Team DARwIn Receives First Place at RoboCup World Championships
Team DARwIn has held true to its reputation of robotic soccer dominance, returning to the U.S. the winners of the 2013 RoboCup World Championships in the Humanoid Kid-Size League for the third straight year (not even Lebron James can say that!).
Team members who traveled to the competition in Eindhoven, the Netherlands, include engineering undergraduates Alan Aquino (CMPE); Dickens He (EE); Tatenda Mushonga (MEAM); SAS undergraduate Chris Akatsuka; master’s student Yida Zhang (SSE); Robotics master’s students Richa Agrawal, Samarth Brahmbhatt and Vibhavari Dasagi; doctoral student Steve McGill (ESE); and postdoctoral fellow Seung-Joon Yi. The team is advised by Dan Lee, professor of Electrical and Systems Engineering and director of the GRASP Lab.
The teams spent a week competing, going undefeated throughout the tournament against teams from Mexico, Indonesia, Germany, China (Tsinghua University) and Iran to reach the semi-finals.

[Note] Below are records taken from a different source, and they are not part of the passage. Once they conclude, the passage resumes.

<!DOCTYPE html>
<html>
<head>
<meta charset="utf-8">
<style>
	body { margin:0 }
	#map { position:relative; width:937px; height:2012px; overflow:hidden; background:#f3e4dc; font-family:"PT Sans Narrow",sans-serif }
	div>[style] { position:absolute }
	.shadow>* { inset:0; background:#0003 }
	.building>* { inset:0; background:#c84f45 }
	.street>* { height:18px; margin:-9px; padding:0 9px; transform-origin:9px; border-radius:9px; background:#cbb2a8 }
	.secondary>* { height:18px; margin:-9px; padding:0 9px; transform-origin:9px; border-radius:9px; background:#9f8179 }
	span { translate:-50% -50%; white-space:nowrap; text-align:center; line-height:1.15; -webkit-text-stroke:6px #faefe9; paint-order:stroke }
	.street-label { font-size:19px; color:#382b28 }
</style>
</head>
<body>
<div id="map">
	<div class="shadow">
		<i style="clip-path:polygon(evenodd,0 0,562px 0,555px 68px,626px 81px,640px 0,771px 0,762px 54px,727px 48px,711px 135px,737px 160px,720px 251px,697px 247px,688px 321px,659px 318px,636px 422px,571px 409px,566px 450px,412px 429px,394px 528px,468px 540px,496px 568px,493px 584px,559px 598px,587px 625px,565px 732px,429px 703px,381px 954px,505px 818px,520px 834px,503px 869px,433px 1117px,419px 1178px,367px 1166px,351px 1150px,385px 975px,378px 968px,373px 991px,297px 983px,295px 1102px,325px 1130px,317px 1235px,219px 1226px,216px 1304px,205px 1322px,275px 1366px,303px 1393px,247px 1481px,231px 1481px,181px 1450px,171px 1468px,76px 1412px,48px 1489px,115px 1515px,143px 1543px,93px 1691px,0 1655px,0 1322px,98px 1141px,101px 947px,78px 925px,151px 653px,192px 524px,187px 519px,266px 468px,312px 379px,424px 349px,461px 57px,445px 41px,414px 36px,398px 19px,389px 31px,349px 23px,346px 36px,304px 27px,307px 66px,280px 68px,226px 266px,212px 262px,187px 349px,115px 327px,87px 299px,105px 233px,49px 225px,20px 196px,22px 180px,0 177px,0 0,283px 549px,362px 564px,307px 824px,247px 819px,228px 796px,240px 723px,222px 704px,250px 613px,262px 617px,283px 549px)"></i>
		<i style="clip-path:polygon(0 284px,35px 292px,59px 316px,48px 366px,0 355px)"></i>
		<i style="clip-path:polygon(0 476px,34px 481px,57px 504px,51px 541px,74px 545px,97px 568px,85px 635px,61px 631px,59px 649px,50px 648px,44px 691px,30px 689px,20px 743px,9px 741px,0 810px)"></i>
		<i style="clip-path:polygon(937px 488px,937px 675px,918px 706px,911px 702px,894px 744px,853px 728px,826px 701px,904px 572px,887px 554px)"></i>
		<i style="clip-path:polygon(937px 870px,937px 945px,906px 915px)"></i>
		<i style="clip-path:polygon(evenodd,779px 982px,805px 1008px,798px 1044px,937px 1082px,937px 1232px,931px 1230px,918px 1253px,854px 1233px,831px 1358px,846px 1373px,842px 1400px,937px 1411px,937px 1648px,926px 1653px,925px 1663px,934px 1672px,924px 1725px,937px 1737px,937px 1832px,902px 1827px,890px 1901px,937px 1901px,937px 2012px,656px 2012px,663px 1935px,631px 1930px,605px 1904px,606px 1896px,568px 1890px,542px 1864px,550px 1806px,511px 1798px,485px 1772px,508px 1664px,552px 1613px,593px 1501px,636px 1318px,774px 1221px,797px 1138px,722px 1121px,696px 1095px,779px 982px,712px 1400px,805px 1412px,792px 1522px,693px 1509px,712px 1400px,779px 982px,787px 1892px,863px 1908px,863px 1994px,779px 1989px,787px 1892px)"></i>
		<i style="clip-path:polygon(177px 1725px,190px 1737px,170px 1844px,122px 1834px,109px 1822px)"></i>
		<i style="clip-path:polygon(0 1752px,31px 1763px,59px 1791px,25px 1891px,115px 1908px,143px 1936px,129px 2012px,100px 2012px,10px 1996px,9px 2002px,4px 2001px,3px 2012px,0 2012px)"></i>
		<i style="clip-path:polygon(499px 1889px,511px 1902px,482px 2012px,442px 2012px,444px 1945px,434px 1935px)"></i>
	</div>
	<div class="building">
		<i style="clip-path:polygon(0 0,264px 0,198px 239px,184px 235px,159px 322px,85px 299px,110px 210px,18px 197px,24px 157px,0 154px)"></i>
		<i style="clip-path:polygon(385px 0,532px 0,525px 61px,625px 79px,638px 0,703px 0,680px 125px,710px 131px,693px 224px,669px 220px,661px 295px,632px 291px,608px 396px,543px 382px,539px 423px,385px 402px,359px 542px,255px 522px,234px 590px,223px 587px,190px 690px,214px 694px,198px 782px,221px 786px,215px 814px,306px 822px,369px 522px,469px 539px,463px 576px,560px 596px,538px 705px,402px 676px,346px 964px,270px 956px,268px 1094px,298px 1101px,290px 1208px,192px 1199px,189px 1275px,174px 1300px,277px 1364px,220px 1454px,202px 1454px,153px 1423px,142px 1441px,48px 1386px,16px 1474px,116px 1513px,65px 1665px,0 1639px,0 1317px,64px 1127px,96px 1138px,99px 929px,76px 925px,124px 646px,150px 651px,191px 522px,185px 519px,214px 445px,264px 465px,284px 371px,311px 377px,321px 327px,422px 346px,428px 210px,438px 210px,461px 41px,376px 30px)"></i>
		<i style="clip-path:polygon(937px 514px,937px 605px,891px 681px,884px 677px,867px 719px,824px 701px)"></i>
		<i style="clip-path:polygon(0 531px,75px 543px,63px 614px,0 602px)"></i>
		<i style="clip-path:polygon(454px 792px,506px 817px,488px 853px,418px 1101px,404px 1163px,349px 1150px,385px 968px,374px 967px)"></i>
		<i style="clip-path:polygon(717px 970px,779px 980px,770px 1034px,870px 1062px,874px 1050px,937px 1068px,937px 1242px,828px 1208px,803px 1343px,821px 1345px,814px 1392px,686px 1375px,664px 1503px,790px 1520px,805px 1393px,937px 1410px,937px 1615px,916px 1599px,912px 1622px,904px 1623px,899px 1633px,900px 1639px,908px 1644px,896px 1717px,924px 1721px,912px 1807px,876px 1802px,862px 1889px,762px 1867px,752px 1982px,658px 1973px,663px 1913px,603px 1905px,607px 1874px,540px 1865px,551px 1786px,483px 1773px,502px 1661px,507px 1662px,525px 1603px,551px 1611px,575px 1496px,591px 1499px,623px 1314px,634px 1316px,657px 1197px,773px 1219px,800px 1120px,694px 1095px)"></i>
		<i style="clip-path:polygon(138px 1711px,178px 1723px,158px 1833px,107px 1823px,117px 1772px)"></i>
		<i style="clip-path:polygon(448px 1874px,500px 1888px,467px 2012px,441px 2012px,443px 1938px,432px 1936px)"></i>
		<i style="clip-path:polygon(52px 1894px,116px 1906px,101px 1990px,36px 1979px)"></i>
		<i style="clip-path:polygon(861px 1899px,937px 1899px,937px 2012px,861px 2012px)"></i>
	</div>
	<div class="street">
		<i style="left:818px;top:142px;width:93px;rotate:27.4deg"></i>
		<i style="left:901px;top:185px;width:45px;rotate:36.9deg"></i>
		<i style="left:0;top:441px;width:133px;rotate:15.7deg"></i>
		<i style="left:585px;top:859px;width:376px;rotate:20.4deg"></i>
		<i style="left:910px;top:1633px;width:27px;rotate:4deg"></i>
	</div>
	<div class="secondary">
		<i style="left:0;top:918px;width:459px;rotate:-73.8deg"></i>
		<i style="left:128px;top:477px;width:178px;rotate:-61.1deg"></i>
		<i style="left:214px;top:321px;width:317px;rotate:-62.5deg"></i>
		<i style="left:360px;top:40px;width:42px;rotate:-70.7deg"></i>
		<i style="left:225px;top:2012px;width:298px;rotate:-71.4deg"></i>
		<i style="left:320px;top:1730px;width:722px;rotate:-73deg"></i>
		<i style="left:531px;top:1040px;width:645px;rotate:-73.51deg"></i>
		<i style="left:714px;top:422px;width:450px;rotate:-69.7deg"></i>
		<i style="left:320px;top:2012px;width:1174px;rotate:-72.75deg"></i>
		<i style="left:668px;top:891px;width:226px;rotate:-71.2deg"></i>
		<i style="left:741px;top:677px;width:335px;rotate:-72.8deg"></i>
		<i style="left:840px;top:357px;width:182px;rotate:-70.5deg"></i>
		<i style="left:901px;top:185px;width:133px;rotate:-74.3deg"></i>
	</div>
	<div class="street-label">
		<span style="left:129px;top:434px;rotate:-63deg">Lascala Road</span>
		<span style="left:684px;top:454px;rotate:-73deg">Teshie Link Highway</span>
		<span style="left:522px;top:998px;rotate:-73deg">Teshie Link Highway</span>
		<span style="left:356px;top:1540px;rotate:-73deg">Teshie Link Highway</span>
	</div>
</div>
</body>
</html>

In the semi-finals, DARwIn took on bigger and heavier robots from Zhejiang University in China, but the DARwIn’s speed and agility made the match into an 8-2 rout putting them into the championship match.
Their opponent in the Championship match came from Tehran Polytechnic in Iran, who beat last year’s second-place place Japanese team to reach the final match. Team DARwIn started out on a sour note, giving up some early goals to lightning fast strikes from the Iranian team, and entered half-time at a 3-2 disadvantage.
DARwIn made some last-minute adjustments, and came out in the second half on fire. They took control of the game with their
maneuvering and quick kicks. At the final whistle, the score stood 7-4 in favor of DARwIn and a three-peat championship trophy.